Re: [PATCH v17 02/11] cxl/ras: Unify Endpoint and Port AER trace events

Linux PCI subsystem development
 help / color / mirror / Atom feed

From: sashiko-bot@kernel.org
To: "Terry Bowman" <terry.bowman@amd.com>
Cc: linux-pci@vger.kernel.org
Subject: Re: [PATCH v17 02/11] cxl/ras: Unify Endpoint and Port AER trace events
Date: Tue, 05 May 2026 21:07:53 +0000	[thread overview]
Message-ID: <20260505210753.B9B8FC2BCB4@smtp.kernel.org> (raw)
In-Reply-To: <20260505173029.2718246-3-terry.bowman@amd.com>

Thank you for your contribution! Sashiko AI review found 4 potential issue(s) to consider:
- [Critical] ABI breakage for user-space RAS monitoring tools.
- [Critical] Massive kernel stack out-of-bounds read (Information Leak) in trace_cxl_aer_uncorrectable_error.
- [High] Unconditional PCI configuration space reads via pci_get_dsn() on potentially frozen links.
- [High] Out-of-bounds MMIO read in header_log_copy() causing potential system crash.
--

commit 7ac043ff49acf52a4133043e3ef651a4e11ba73f
Author: Dan Williams <djbw@kernel.org>

cxl/ras: Unify Endpoint and Port AER trace events

This commit unifies the trace events for CXL Endpoint and Port devices on
both the CPER and native AER paths. It generalizes the correctable and
uncorrectable error events to use a common device and serial number format.
It also renames the memdev field to device to support all CXL device types.
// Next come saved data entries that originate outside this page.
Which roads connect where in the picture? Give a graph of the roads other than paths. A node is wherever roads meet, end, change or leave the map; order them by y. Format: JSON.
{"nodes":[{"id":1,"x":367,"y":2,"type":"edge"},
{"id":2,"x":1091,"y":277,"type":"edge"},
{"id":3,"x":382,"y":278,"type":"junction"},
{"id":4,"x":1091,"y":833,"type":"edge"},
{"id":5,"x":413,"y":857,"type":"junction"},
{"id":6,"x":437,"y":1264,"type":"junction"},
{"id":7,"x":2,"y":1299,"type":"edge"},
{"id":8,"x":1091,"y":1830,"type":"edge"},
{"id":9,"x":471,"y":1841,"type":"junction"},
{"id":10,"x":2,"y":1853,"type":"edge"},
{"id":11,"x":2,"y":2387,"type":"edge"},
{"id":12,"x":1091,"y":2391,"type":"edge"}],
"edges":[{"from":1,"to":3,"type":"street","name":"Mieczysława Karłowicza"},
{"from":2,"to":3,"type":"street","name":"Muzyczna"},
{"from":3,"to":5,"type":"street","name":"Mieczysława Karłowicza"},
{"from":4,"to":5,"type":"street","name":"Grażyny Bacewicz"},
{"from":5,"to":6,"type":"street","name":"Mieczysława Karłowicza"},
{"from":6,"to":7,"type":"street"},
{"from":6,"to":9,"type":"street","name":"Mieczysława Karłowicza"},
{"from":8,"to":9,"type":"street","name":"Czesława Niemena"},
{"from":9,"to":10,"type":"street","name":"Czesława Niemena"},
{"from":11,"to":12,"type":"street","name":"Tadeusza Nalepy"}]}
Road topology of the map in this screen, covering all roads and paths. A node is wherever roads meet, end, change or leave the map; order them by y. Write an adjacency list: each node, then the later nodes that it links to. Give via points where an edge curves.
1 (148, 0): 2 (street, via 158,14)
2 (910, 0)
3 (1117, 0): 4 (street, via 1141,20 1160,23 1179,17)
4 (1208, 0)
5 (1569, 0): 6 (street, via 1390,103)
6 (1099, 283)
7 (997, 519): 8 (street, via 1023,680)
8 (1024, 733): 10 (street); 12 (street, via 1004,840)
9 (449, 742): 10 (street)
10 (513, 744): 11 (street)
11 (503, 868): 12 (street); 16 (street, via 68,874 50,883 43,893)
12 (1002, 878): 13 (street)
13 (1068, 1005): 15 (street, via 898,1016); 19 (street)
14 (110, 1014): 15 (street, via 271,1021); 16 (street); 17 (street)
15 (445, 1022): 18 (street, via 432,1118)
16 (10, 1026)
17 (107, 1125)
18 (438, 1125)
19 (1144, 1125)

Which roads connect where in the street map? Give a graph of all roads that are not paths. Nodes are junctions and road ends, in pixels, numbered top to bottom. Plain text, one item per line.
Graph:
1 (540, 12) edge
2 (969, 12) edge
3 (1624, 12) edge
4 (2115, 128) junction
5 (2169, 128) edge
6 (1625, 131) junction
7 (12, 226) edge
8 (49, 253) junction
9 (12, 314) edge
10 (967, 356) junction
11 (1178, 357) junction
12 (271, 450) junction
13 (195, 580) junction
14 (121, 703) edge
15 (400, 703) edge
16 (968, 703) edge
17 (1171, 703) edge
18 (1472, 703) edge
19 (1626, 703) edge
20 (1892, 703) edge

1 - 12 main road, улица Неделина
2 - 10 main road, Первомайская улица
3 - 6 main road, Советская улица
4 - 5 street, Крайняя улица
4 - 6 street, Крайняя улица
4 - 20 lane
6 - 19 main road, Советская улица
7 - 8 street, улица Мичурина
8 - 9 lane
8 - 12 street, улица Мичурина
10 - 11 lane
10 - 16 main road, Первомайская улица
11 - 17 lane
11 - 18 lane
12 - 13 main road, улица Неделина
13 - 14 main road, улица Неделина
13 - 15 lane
Link: https://lore.kernel.org/linux-cxl/69cb2d5ba3111_178904100b7@dwillia2-mobl4.notmuch/

>     **WARNING: ABI BREAK**
>     Rename the trace event field "memdev" to "device" so all CXL device types
>     (Ports and Endpoints) can be reported under a common field name. Note this
>     is an ABI break for userspace tools that key off the old "memdev" field.
>     Specifically, rasdaemon's ras-cxl-handler.c looks up "memdev" and bails on
>     NULL, so an unmodified rasdaemon will drop every CXL CE/UCE event once this
>     kernel ships. A rasdaemon update is needed in a separate series.

Does renaming this trace event field violate the stable ABI policy for
trace events?

Since unmodified system monitoring utilities like rasdaemon will drop
these memory errors after this change, should a backward-compatible approach
be used, such as retaining the memdev field or adding a new event without
deleting the old one?

> diff --git a/drivers/cxl/core/ras.c b/drivers/cxl/core/ras.c
> index 006c6ffc2f567..d7081caaf5d3f 100644
> --- a/drivers/cxl/core/ras.c
> +++ b/drivers/cxl/core/ras.c
> @@ -28,20 +28,24 @@ static void cxl_cper_trace_uncorr_port_prot_err(struct pci_dev *pdev,
>  	else
>  		fe = status;
>  
> -	trace_cxl_port_aer_uncorrectable_error(&pdev->dev, status, fe,
> -					       ras_cap.header_log);
> +	trace_cxl_aer_uncorrectable_error(&pdev->dev, status, fe,
> +					  ras_cap.header_log,
> +					  pci_get_dsn(pdev));
>  }

Can passing ras_cap.header_log here cause an out-of-bounds stack read?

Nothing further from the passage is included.